Irène baissa les yeux ; un tressaillement étrange apparut autour de sa bouche, — apparut et disparut.

— Non, vous ne m’avez pas comprise, interrompit-elle. Je ne songeais pas à mon mari. À quel propos ? Il n’a rien à remarquer. Mais je le répète, une séparation nous est indispensable à tous deux.

Litvinof reprit son chapeau, qui avait glissé sur le parquet.

— Tout est fini, pensa-t-il, il faut s’en aller. Ainsi il ne me reste qu’à prendre congé de vous, Irène Pavlovna, dit-il tout haut, et son cœur se serra tout à coup comme s’il eût prononcé son propre jugement.

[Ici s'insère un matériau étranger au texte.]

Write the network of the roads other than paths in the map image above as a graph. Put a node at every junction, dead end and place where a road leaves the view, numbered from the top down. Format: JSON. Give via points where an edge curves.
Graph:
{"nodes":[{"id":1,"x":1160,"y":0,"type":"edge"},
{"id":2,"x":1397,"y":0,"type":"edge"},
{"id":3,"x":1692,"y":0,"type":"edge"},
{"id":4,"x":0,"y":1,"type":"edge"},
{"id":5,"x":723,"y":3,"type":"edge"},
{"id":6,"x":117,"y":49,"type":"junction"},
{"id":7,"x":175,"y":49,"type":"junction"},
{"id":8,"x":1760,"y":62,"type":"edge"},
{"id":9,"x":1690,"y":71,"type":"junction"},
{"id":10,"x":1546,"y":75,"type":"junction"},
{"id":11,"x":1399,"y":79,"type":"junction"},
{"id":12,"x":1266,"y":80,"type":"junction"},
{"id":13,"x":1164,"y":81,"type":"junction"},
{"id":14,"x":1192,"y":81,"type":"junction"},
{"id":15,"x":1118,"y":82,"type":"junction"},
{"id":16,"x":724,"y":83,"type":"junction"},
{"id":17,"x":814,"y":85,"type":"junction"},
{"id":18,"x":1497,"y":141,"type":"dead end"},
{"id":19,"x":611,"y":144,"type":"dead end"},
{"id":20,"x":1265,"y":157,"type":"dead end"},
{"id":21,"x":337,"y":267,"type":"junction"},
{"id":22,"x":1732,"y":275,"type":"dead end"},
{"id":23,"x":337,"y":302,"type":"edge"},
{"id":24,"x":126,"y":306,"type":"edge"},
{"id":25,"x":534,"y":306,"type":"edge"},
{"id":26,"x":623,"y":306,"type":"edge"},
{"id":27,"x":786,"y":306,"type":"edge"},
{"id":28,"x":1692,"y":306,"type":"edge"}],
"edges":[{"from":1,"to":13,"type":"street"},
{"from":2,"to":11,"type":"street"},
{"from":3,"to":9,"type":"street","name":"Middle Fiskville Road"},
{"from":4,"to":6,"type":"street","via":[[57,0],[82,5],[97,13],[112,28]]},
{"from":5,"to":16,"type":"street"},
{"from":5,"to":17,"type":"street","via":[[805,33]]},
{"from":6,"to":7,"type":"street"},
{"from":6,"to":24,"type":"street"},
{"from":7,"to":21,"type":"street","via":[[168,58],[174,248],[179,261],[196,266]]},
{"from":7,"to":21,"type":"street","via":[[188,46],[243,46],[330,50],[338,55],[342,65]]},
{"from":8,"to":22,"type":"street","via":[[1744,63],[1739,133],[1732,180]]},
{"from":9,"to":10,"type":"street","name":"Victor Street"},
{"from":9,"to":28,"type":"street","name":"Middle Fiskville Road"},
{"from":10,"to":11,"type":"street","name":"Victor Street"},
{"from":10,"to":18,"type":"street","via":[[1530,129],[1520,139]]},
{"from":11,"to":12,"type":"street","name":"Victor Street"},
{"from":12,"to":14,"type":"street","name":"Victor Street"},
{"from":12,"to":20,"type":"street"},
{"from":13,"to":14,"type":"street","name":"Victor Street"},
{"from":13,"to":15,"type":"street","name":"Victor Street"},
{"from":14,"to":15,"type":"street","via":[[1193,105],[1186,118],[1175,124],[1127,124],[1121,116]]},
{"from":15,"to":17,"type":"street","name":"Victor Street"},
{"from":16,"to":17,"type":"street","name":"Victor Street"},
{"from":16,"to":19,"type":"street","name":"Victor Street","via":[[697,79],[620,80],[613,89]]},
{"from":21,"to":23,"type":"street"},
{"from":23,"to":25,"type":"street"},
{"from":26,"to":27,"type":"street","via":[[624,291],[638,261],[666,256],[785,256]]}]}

Il ne me reste plus qu’à espérer que vous ne conserverez pas de moi un trop mauvais souvenir, et que si jamais…

Irène lui coupa de nouveau la parole.

— Attendez, Grégoire Mikhailovitch, ne prenez pas encore congé de moi ; ce serait trop… précipité.

Litvinof tressaillit, mais une amertume brûlante gonfla aussitôt son cœur.

— Mais je ne puis rester, s’écria-t-il. Pourquoi, pourquoi prolonger ce tourment ?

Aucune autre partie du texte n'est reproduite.